Нас четверо — я, один парень с Волыни и два латыша. На следующий день собирались отправить нас на квартиру в село, за семьдесят километров. Но мы утром вышли на улицу, видим — идет один эстонец. Мы его узнали по рукавичкам, они все имели рукавички вязаные. Он нас познакомил с другими ссыльными, и те нам сказали: «Вас будут отправлять далеко. Оставайтесь здесь, не едьте!» И мы уперлись — не едем, и все. Начальник нас вызывает, приехал из того села председатель колхоза, на колени перед нами встал: «Ребята, поехали со мной! У нас в колхозе ни одного мужчины, только одни бабы! Я каждому дом даю, корову даю бесплатно, только езжайте!» Начальник подзывает меня: «Подпиши!» Я говорю: «Не буду!» Другие ребята тоже отказались — документы подписали, но ехать отказались. Начальник на меня кричит: «А-а-а, так ты зачинщик! Мы тебя в тюрьму посадим!» Я говорю: «Я как раз оттуда!» Потом говорю: «А тут не тюрьма? Я на свободе, а вы меня держите!»
Ну, просили-просили, заставляли-заставляли, и те трое все-таки поехали в тот колхоз, а я остался. Сижу в милиции в «красном уголке», напротив меня милицейских человек пятнадцать — морды такие, что не дай Бог, в шрамах, и каждый на меня: «У-у, бандит!» А я каждому отвечаю: «Я честный человек! Я работал, я вышел на свободу». Сел в коридоре, и каждый мимо меня проходит, кулак показывает: «Ух, гад!»
А начальником районной милиции был Савченко, украинец, и он одному молодому милиционеру говорит: «Завтра ты ему поможешь отправиться!» И показывает на меня. Все! Завтра он меня должен под штыком вести. Так я в коридоре поспал себе на скамейке и ушел оттуда в гостиницу. С неделю там побыл — ходил в кино, в гости к знакомым. Как-то иду по улице — Савченко идет навстречу! «Куда ты пропал? Мы розыск за тобой послали!» Я говорю: «Начальник, у меня деньги кончаются. Воровать я не способен. Завтра приду к вам, буду у вас жить и будете меня кормить!» Он посмотрел на меня, говорит: «Я упрямый, а ты еще больше! Куда тебя отправить?» — «Я тут буду» — «Слушай, тут недалеко есть село, семь километров. Поедешь туда?» Я говорю: «А какая там работа? Я в колхозе работать не буду» — «Там строительство идет». Позвонил туда, спрашивает: «А как там Мельник Иван Михайлович?» А Иван Мельник — это был повстанец из-под Львова, мы с ним в лагере дружили. Ну, думаю, хорошо — село недалеко от райцентра, поеду.

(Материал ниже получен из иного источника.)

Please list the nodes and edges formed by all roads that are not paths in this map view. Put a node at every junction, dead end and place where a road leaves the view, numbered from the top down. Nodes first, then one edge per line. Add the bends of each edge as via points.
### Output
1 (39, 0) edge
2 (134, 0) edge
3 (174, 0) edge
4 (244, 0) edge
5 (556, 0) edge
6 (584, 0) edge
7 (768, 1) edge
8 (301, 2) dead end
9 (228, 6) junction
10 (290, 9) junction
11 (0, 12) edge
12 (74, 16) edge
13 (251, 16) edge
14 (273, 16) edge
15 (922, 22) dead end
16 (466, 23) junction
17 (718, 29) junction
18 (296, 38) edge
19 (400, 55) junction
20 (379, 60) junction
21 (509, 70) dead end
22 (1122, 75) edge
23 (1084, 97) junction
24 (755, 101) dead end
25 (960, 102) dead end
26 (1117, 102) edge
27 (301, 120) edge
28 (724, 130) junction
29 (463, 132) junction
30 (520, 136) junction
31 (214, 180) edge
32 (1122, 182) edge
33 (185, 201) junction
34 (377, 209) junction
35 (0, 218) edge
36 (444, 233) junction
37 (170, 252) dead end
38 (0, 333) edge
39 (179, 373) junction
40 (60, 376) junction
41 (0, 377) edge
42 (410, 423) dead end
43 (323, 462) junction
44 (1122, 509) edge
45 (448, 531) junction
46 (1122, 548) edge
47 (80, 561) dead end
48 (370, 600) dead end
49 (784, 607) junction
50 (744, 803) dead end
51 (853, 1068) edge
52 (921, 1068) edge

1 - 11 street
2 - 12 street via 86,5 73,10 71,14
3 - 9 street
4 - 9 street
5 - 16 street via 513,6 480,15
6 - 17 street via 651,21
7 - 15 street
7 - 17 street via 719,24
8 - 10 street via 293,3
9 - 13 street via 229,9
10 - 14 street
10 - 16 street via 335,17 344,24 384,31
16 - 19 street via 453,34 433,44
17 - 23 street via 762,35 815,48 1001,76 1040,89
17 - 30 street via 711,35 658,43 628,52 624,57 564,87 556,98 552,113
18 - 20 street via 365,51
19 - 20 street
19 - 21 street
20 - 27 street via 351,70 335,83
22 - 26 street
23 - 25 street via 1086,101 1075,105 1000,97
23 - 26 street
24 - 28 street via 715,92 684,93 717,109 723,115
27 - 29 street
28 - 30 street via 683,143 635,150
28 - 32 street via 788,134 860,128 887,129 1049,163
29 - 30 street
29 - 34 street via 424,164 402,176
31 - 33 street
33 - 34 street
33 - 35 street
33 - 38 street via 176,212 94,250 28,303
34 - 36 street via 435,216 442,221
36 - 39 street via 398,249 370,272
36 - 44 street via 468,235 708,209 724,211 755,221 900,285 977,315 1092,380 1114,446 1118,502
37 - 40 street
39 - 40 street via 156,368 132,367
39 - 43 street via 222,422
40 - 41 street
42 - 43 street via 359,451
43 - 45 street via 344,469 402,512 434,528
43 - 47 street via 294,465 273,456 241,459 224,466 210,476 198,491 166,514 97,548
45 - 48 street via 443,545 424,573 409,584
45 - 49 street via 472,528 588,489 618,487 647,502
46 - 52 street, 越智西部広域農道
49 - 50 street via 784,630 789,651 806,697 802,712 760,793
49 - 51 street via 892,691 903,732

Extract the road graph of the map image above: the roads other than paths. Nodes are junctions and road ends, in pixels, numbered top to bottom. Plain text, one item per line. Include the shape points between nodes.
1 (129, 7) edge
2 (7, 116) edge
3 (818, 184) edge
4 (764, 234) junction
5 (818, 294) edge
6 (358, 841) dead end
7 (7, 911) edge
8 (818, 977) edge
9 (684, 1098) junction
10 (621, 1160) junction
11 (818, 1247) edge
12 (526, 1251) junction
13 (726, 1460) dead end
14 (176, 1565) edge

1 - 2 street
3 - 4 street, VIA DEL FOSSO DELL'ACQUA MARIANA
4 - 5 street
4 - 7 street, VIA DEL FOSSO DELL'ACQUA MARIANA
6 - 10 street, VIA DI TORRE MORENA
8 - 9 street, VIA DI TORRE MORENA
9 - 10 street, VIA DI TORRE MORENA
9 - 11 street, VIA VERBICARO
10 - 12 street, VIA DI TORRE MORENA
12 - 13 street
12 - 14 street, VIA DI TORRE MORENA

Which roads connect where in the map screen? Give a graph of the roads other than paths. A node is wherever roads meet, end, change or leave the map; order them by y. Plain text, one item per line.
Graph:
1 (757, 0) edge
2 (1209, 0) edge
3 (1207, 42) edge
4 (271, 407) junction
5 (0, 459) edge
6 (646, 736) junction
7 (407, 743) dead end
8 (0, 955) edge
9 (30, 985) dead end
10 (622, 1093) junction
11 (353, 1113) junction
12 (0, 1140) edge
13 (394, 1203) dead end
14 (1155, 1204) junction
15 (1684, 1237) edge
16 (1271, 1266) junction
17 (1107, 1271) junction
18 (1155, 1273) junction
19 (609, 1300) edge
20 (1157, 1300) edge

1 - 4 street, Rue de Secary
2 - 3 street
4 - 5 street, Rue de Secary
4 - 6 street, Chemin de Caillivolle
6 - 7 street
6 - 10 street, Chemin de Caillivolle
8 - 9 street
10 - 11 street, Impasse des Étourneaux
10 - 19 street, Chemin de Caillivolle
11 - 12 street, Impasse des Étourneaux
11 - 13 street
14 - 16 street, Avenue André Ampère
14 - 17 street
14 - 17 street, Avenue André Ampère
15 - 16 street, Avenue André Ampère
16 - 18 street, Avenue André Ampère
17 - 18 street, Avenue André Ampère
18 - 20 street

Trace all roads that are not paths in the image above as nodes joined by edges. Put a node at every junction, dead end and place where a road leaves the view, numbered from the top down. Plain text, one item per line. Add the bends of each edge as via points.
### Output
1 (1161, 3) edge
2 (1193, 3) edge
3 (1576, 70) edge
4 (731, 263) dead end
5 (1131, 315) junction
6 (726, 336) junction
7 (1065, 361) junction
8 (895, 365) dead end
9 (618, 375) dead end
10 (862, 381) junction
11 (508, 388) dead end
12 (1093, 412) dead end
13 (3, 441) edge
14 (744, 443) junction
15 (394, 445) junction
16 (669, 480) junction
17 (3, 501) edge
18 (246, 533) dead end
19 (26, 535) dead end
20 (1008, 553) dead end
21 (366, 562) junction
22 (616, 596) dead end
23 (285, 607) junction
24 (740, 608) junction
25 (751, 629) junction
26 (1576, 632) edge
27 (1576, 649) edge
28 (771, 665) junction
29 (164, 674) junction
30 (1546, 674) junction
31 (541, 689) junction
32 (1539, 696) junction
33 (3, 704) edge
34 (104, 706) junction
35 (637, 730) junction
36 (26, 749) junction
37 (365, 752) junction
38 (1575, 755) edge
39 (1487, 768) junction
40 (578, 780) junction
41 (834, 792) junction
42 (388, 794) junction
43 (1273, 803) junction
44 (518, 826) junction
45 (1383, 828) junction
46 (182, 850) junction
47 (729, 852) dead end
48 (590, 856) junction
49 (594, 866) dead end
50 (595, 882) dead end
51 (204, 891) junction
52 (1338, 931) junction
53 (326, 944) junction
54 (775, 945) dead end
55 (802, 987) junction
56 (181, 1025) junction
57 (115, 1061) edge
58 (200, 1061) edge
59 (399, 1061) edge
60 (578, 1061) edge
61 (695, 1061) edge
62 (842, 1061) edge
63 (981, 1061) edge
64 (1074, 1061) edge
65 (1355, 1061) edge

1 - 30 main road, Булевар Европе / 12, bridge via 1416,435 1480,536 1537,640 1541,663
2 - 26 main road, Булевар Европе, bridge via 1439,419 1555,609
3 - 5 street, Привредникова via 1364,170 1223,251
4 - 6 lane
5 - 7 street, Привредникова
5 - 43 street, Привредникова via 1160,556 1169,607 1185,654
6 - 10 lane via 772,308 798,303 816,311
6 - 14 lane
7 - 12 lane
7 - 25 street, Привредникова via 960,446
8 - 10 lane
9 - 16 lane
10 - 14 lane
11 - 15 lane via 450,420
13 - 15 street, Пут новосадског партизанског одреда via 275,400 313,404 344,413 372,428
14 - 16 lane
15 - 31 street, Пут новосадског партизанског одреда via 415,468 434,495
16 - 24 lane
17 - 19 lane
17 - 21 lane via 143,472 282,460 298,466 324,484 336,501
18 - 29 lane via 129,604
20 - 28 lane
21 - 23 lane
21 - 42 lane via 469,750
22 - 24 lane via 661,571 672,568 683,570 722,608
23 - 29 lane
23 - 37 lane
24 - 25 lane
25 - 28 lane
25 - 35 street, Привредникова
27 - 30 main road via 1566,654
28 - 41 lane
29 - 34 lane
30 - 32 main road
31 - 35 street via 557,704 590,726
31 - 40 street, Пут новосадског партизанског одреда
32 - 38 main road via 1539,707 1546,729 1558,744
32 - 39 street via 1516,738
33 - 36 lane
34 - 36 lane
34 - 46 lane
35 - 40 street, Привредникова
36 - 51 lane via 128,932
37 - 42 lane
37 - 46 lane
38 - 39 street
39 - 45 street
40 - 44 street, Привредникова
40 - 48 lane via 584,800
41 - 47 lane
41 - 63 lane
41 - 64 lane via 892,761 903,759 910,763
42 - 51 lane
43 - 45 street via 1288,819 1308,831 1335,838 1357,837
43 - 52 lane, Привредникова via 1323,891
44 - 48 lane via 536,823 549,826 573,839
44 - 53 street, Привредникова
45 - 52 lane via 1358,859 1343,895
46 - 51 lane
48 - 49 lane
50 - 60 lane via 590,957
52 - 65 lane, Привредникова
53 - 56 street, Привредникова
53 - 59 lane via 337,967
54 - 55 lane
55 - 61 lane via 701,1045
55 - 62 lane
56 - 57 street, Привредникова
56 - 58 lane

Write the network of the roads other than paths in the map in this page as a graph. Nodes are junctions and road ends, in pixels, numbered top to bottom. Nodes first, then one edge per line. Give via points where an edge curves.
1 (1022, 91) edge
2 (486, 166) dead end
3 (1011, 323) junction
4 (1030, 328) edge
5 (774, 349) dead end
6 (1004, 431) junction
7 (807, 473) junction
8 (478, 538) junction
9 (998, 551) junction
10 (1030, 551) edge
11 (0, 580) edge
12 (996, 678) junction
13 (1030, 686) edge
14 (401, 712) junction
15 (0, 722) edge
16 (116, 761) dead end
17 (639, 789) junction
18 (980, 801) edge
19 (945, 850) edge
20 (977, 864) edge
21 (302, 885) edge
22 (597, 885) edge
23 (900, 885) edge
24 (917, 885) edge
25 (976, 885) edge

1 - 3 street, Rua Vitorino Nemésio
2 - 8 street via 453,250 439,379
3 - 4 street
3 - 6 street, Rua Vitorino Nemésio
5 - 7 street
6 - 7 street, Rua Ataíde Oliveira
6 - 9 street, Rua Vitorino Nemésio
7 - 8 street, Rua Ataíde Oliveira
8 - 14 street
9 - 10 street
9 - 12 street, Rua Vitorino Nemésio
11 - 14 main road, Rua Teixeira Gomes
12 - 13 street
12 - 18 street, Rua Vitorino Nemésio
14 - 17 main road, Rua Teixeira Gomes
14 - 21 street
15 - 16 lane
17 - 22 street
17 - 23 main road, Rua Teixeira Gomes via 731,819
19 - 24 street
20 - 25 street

Село называлось Чаргары, я там прожил два года. Дали мне квартиру, там я встретил девушку, женился — у моей жены отец литовец, а мать латышка. Их фамилия Юревич, семья была из переселенцев. Отца в 1937 году арестовали, и по сей день неизвестно, куда он делся. Они жили в небольшом селе, так из этого села тридцать семь человек арестовали, и ни один не вернулся.